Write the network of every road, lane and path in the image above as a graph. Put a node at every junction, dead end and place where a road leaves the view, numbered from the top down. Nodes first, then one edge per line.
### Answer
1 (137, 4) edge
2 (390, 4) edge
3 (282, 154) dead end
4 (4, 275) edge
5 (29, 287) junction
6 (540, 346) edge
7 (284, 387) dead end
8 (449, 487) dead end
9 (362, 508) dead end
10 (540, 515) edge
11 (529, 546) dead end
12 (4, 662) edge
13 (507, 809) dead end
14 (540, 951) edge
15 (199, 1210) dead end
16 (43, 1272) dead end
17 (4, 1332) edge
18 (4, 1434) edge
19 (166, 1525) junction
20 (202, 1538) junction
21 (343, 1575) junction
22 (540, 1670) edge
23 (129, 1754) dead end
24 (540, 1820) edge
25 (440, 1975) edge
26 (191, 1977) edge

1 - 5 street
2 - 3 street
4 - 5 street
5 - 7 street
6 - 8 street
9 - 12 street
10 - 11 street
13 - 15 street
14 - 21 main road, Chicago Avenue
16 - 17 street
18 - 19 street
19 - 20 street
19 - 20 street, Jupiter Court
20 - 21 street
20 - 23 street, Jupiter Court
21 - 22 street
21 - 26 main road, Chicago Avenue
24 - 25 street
= = =
- **EXERCISE DESCRIPTION**:
What you return should match the data character for character.

- **RESULT FOR THIS TASK**:
Write the network of every road, lane and path in the image above as a graph. Put a node at every junction, dead end and place where a road leaves the view, numbered from the top down. Nodes first, then one edge per line.
### Answer
1 (137, 4) edge
2 (390, 4) edge
3 (282, 154) dead end
4 (4, 275) edge
5 (29, 287) junction
6 (540, 346) edge
7 (284, 387) dead end
8 (449, 487) dead end
9 (362, 508) dead end
10 (540, 515) edge
11 (529, 546) dead end
12 (4, 662) edge
13 (507, 809) dead end
14 (540, 951) edge
15 (199, 1210) dead end
16 (43, 1272) dead end
17 (4, 1332) edge
18 (4, 1434) edge
19 (166, 1525) junction
20 (202, 1538) junction
21 (343, 1575) junction
22 (540, 1670) edge
23 (129, 1754) dead end
24 (540, 1820) edge
25 (440, 1975) edge
26 (191, 1977) edge

1 - 5 street
2 - 3 street
4 - 5 street
5 - 7 street
6 - 8 street
9 - 12 street
10 - 11 street
13 - 15 street
14 - 21 main road, Chicago Avenue
16 - 17 street
18 - 19 street
19 - 20 street
19 - 20 street, Jupiter Court
20 - 21 street
20 - 23 street, Jupiter Court
21 - 22 street
21 - 26 main road, Chicago Avenue
24 - 25 street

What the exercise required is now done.